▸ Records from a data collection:
————

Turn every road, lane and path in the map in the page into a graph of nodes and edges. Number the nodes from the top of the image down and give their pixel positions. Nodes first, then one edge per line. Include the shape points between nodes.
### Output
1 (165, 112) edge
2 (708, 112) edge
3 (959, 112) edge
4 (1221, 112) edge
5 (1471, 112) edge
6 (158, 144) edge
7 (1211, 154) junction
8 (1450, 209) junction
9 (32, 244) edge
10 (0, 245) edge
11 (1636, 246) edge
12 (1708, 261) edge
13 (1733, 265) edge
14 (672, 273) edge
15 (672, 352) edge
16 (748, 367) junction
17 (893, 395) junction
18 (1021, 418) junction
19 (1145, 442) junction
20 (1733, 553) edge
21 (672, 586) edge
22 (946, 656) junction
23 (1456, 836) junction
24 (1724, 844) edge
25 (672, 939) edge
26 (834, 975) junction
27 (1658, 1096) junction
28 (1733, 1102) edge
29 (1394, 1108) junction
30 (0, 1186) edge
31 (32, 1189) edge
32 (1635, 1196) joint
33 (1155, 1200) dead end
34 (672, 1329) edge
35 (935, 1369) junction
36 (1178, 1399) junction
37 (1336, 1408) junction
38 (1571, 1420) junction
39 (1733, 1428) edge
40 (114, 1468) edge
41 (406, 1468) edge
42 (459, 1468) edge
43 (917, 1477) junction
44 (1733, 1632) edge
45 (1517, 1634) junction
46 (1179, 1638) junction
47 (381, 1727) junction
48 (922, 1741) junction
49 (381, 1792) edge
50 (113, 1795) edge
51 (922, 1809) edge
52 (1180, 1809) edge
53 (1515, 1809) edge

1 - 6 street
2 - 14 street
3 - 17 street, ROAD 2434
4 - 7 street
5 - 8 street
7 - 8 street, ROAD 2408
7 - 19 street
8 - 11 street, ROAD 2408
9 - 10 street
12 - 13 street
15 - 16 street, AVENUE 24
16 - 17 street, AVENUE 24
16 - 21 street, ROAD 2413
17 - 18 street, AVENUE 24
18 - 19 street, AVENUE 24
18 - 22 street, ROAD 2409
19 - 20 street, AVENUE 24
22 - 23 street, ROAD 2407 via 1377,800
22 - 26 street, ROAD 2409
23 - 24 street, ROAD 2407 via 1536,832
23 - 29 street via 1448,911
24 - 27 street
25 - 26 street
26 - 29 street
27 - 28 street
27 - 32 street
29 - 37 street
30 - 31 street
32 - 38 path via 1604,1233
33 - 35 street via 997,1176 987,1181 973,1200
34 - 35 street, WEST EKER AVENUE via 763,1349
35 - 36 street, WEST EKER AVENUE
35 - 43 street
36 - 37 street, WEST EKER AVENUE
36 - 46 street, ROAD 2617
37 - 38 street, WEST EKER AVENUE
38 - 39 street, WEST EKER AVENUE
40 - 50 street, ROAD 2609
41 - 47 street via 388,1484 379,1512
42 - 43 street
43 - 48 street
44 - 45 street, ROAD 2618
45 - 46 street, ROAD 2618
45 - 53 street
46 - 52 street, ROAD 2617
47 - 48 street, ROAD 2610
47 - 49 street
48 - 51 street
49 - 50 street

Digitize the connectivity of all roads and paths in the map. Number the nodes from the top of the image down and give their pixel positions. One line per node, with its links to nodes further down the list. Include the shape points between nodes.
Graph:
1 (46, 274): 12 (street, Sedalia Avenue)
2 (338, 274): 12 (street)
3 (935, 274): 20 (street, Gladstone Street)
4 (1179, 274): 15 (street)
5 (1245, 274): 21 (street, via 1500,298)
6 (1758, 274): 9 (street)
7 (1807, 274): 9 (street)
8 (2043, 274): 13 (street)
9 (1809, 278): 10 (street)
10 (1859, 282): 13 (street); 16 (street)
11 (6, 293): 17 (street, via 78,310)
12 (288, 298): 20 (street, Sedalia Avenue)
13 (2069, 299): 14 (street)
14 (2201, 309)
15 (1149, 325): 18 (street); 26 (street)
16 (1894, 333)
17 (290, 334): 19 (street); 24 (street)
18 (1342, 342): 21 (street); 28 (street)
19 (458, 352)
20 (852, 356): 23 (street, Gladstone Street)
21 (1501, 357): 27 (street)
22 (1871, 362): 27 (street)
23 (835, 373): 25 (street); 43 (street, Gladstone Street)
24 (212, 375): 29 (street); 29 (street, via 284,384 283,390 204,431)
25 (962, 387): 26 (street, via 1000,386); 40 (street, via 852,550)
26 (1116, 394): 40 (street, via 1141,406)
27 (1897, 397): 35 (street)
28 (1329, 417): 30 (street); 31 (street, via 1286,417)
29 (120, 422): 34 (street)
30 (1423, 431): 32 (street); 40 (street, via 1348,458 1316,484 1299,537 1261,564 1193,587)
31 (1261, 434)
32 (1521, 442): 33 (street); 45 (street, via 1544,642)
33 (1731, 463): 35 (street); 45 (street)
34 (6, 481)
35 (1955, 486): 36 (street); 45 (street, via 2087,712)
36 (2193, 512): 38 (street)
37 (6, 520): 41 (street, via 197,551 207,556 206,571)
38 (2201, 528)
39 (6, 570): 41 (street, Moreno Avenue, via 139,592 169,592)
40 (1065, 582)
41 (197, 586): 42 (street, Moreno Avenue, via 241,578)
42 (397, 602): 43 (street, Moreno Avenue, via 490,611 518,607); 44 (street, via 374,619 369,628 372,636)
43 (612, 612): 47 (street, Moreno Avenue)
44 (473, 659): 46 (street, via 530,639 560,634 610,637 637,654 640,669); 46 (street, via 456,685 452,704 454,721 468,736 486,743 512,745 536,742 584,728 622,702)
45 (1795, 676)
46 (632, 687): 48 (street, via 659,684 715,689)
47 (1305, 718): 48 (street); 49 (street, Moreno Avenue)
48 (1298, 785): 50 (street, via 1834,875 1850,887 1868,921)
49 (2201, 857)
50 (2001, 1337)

————

▸ Task instructions: Every record above must appear again in the answer, unchanged.

▸ Exercise response:
Turn every road, lane and path in the map in the page into a graph of nodes and edges. Number the nodes from the top of the image down and give their pixel positions. Nodes first, then one edge per line. Include the shape points between nodes.
### Output
1 (165, 112) edge
2 (708, 112) edge
3 (959, 112) edge
4 (1221, 112) edge
5 (1471, 112) edge
6 (158, 144) edge
7 (1211, 154) junction
8 (1450, 209) junction
9 (32, 244) edge
10 (0, 245) edge
11 (1636, 246) edge
12 (1708, 261) edge
13 (1733, 265) edge
14 (672, 273) edge
15 (672, 352) edge
16 (748, 367) junction
17 (893, 395) junction
18 (1021, 418) junction
19 (1145, 442) junction
20 (1733, 553) edge
21 (672, 586) edge
22 (946, 656) junction
23 (1456, 836) junction
24 (1724, 844) edge
25 (672, 939) edge
26 (834, 975) junction
27 (1658, 1096) junction
28 (1733, 1102) edge
29 (1394, 1108) junction
30 (0, 1186) edge
31 (32, 1189) edge
32 (1635, 1196) joint
33 (1155, 1200) dead end
34 (672, 1329) edge
35 (935, 1369) junction
36 (1178, 1399) junction
37 (1336, 1408) junction
38 (1571, 1420) junction
39 (1733, 1428) edge
40 (114, 1468) edge
41 (406, 1468) edge
42 (459, 1468) edge
43 (917, 1477) junction
44 (1733, 1632) edge
45 (1517, 1634) junction
46 (1179, 1638) junction
47 (381, 1727) junction
48 (922, 1741) junction
49 (381, 1792) edge
50 (113, 1795) edge
51 (922, 1809) edge
52 (1180, 1809) edge
53 (1515, 1809) edge

1 - 6 street
2 - 14 street
3 - 17 street, ROAD 2434
4 - 7 street
5 - 8 street
7 - 8 street, ROAD 2408
7 - 19 street
8 - 11 street, ROAD 2408
9 - 10 street
12 - 13 street
15 - 16 street, AVENUE 24
16 - 17 street, AVENUE 24
16 - 21 street, ROAD 2413
17 - 18 street, AVENUE 24
18 - 19 street, AVENUE 24
18 - 22 street, ROAD 2409
19 - 20 street, AVENUE 24
22 - 23 street, ROAD 2407 via 1377,800
22 - 26 street, ROAD 2409
23 - 24 street, ROAD 2407 via 1536,832
23 - 29 street via 1448,911
24 - 27 street
25 - 26 street
26 - 29 street
27 - 28 street
27 - 32 street
29 - 37 street
30 - 31 street
32 - 38 path via 1604,1233
33 - 35 street via 997,1176 987,1181 973,1200
34 - 35 street, WEST EKER AVENUE via 763,1349
35 - 36 street, WEST EKER AVENUE
35 - 43 street
36 - 37 street, WEST EKER AVENUE
36 - 46 street, ROAD 2617
37 - 38 street, WEST EKER AVENUE
38 - 39 street, WEST EKER AVENUE
40 - 50 street, ROAD 2609
41 - 47 street via 388,1484 379,1512
42 - 43 street
43 - 48 street
44 - 45 street, ROAD 2618
45 - 46 street, ROAD 2618
45 - 53 street
46 - 52 street, ROAD 2617
47 - 48 street, ROAD 2610
47 - 49 street
48 - 51 street
49 - 50 street

Digitize the connectivity of all roads and paths in the map. Number the nodes from the top of the image down and give their pixel positions. One line per node, with its links to nodes further down the list. Include the shape points between nodes.
Graph:
1 (46, 274): 12 (street, Sedalia Avenue)
2 (338, 274): 12 (street)
3 (935, 274): 20 (street, Gladstone Street)
4 (1179, 274): 15 (street)
5 (1245, 274): 21 (street, via 1500,298)
6 (1758, 274): 9 (street)
7 (1807, 274): 9 (street)
8 (2043, 274): 13 (street)
9 (1809, 278): 10 (street)
10 (1859, 282): 13 (street); 16 (street)
11 (6, 293): 17 (street, via 78,310)
12 (288, 298): 20 (street, Sedalia Avenue)
13 (2069, 299): 14 (street)
14 (2201, 309)
15 (1149, 325): 18 (street); 26 (street)
16 (1894, 333)
17 (290, 334): 19 (street); 24 (street)
18 (1342, 342): 21 (street); 28 (street)
19 (458, 352)
20 (852, 356): 23 (street, Gladstone Street)
21 (1501, 357): 27 (street)
22 (1871, 362): 27 (street)
23 (835, 373): 25 (street); 43 (street, Gladstone Street)
24 (212, 375): 29 (street); 29 (street, via 284,384 283,390 204,431)
25 (962, 387): 26 (street, via 1000,386); 40 (street, via 852,550)
26 (1116, 394): 40 (street, via 1141,406)
27 (1897, 397): 35 (street)
28 (1329, 417): 30 (street); 31 (street, via 1286,417)
29 (120, 422): 34 (street)
30 (1423, 431): 32 (street); 40 (street, via 1348,458 1316,484 1299,537 1261,564 1193,587)
31 (1261, 434)
32 (1521, 442): 33 (street); 45 (street, via 1544,642)
33 (1731, 463): 35 (street); 45 (street)
34 (6, 481)
35 (1955, 486): 36 (street); 45 (street, via 2087,712)
36 (2193, 512): 38 (street)
37 (6, 520): 41 (street, via 197,551 207,556 206,571)
38 (2201, 528)
39 (6, 570): 41 (street, Moreno Avenue, via 139,592 169,592)
40 (1065, 582)
41 (197, 586): 42 (street, Moreno Avenue, via 241,578)
42 (397, 602): 43 (street, Moreno Avenue, via 490,611 518,607); 44 (street, via 374,619 369,628 372,636)
43 (612, 612): 47 (street, Moreno Avenue)
44 (473, 659): 46 (street, via 530,639 560,634 610,637 637,654 640,669); 46 (street, via 456,685 452,704 454,721 468,736 486,743 512,745 536,742 584,728 622,702)
45 (1795, 676)
46 (632, 687): 48 (street, via 659,684 715,689)
47 (1305, 718): 48 (street); 49 (street, Moreno Avenue)
48 (1298, 785): 50 (street, via 1834,875 1850,887 1868,921)
49 (2201, 857)
50 (2001, 1337)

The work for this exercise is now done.